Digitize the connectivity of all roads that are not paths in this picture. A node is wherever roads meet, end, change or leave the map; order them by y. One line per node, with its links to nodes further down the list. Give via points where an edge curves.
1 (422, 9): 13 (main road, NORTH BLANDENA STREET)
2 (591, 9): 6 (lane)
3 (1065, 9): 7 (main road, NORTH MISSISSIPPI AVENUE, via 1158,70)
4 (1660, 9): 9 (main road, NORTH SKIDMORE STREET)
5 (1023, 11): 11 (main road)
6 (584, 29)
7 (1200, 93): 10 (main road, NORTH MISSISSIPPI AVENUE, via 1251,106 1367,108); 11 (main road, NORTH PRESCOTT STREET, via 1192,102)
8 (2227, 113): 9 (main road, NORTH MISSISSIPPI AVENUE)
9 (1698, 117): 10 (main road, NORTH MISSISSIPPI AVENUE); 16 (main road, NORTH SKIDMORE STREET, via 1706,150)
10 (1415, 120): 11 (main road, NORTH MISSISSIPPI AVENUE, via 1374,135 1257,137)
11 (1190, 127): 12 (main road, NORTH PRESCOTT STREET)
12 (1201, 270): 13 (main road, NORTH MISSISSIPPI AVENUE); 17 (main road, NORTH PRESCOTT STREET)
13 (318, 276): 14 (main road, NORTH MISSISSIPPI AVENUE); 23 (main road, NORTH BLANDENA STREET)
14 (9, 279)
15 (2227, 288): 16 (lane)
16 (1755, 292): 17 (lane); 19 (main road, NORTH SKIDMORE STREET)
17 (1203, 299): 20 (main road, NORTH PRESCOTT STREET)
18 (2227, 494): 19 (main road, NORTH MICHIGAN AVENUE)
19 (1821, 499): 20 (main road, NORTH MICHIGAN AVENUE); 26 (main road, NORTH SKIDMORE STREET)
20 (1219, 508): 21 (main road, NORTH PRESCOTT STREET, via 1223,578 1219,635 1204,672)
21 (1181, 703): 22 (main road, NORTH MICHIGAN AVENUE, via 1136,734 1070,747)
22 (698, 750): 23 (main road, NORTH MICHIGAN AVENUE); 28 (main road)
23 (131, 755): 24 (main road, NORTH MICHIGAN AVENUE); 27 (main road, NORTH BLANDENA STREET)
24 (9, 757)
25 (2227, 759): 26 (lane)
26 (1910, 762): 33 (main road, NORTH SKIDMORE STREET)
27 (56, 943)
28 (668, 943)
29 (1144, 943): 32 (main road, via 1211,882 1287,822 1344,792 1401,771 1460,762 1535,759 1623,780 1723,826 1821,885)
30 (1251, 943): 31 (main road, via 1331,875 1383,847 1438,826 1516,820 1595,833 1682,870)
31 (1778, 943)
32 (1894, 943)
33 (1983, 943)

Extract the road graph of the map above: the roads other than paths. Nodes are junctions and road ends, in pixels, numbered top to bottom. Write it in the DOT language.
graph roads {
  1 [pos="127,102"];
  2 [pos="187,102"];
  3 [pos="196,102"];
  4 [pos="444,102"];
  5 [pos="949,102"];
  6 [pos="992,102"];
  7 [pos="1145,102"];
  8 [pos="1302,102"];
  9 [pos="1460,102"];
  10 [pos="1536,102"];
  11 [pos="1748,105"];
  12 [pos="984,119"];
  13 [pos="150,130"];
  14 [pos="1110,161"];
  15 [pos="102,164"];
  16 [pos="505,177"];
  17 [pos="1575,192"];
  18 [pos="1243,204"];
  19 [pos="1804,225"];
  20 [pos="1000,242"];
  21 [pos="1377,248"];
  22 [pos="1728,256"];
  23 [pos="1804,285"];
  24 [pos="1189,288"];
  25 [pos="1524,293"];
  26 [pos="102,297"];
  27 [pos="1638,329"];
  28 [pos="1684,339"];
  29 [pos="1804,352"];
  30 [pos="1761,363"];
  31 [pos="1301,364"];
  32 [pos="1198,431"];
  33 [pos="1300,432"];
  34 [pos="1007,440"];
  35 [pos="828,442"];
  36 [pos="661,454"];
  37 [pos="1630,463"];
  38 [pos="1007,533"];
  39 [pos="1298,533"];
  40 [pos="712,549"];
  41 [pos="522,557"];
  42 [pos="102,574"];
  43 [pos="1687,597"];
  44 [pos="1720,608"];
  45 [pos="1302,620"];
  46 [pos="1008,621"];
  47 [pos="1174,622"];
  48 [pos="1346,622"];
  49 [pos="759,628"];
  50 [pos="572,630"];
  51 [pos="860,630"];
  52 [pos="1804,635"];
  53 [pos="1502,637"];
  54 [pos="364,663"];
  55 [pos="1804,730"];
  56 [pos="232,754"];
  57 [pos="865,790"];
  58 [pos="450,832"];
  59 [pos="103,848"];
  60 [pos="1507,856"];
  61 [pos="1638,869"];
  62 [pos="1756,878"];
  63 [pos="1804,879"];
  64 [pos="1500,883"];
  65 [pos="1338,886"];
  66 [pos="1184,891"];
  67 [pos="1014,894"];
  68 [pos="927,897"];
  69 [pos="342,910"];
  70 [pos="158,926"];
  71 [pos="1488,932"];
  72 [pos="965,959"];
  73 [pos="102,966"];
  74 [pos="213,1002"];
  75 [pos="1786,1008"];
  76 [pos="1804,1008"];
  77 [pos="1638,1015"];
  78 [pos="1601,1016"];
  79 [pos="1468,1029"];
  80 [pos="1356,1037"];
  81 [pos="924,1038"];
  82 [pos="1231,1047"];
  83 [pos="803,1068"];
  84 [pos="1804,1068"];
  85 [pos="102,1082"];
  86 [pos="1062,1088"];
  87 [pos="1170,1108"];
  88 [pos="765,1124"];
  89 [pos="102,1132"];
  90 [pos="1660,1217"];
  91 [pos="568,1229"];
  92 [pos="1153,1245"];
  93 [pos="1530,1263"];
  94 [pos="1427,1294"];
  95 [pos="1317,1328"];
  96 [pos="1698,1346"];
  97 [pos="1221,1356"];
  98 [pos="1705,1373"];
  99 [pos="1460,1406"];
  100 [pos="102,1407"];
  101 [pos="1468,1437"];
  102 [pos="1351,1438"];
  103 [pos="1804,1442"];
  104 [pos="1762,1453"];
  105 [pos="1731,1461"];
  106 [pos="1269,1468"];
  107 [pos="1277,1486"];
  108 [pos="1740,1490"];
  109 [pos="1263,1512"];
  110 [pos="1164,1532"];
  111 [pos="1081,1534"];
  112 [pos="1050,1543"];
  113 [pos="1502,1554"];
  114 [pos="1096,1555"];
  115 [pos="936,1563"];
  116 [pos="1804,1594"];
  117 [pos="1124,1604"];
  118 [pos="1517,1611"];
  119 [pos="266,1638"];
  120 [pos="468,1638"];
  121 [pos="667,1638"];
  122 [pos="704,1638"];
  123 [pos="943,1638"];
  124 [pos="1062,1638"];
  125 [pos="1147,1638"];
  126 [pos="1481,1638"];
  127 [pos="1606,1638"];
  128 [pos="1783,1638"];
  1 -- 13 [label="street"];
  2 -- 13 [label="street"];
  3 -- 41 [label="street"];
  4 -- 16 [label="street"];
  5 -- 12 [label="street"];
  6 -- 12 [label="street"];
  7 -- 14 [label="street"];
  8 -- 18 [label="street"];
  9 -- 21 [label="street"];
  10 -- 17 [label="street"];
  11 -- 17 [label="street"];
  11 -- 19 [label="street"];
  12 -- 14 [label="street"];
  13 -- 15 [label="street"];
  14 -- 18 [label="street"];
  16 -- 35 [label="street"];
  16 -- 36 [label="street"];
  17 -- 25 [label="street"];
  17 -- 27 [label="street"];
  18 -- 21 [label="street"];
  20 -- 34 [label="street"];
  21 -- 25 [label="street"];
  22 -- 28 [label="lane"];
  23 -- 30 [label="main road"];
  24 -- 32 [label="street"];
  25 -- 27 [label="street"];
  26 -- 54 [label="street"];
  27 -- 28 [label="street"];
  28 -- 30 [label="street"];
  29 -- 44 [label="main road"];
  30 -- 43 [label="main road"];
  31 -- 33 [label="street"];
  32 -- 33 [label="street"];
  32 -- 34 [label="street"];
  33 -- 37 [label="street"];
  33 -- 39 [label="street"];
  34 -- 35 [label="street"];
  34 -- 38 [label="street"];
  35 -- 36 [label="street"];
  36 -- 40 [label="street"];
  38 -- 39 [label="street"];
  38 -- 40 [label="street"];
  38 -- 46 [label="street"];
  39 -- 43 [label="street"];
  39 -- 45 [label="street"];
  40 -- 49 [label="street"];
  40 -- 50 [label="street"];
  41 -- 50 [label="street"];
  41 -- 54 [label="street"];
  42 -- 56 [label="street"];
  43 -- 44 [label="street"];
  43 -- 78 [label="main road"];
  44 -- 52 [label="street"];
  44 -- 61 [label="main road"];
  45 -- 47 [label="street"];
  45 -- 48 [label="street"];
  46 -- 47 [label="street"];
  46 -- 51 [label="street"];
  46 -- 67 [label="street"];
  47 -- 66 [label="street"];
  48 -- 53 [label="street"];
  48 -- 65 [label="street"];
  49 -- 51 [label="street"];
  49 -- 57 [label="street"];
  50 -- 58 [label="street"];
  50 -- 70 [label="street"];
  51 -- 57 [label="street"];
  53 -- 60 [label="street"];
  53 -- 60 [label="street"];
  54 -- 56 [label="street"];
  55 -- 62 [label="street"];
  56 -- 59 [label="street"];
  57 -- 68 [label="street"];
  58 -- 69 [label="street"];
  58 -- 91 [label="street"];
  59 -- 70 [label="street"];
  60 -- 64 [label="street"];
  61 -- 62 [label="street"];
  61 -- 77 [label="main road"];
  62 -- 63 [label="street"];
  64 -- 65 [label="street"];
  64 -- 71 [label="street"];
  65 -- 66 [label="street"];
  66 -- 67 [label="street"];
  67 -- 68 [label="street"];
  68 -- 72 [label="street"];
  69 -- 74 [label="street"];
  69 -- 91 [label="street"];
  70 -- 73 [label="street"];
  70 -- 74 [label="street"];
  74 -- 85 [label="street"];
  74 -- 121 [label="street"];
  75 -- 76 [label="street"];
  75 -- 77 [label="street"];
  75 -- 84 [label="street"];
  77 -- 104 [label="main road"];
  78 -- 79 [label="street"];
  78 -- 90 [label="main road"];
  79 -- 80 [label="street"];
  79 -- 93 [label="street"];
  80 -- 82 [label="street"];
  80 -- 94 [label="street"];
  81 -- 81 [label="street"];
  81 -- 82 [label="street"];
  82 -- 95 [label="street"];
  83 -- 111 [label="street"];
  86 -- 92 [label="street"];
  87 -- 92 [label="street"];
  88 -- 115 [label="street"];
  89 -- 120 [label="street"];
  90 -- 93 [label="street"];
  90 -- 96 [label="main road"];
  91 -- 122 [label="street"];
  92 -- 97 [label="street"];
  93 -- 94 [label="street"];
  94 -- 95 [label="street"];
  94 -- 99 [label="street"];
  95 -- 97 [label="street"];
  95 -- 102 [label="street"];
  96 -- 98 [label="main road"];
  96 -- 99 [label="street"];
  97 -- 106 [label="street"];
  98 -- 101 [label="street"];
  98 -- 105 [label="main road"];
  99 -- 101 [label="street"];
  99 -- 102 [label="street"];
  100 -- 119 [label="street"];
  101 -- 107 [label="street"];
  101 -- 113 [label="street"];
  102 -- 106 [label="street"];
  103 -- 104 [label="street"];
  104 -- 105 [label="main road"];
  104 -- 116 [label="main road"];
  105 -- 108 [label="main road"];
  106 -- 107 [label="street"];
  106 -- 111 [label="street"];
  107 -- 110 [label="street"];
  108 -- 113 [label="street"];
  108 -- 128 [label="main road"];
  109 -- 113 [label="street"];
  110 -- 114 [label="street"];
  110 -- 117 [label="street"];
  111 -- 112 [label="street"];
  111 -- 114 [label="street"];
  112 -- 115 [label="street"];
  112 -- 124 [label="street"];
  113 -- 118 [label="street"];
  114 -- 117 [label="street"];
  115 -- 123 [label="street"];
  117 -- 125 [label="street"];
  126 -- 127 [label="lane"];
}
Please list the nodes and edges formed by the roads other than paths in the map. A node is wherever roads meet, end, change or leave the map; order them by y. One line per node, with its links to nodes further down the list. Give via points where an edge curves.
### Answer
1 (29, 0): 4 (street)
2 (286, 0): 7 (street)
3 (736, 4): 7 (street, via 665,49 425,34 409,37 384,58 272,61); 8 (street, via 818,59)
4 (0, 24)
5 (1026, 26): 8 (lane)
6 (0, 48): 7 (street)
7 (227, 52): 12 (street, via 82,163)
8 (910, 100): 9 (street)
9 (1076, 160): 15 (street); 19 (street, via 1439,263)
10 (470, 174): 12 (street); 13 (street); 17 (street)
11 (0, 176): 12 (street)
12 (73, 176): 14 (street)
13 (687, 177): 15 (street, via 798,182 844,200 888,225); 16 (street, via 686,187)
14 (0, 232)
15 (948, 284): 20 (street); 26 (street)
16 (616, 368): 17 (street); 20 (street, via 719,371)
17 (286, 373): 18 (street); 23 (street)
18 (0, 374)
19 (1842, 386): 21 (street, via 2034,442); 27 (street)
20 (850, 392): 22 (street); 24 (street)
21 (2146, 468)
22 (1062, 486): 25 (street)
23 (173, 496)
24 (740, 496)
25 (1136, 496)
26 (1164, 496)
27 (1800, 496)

| Requirement |
When a line holds the string "SKIDMORE", pull it out of the listing.

| Expected answer |
4 (1660, 9): 9 (main road, NORTH SKIDMORE STREET)
9 (1698, 117): 10 (main road, NORTH MISSISSIPPI AVENUE); 16 (main road, NORTH SKIDMORE STREET, via 1706,150)
16 (1755, 292): 17 (lane); 19 (main road, NORTH SKIDMORE STREET)
19 (1821, 499): 20 (main road, NORTH MICHIGAN AVENUE); 26 (main road, NORTH SKIDMORE STREET)
26 (1910, 762): 33 (main road, NORTH SKIDMORE STREET)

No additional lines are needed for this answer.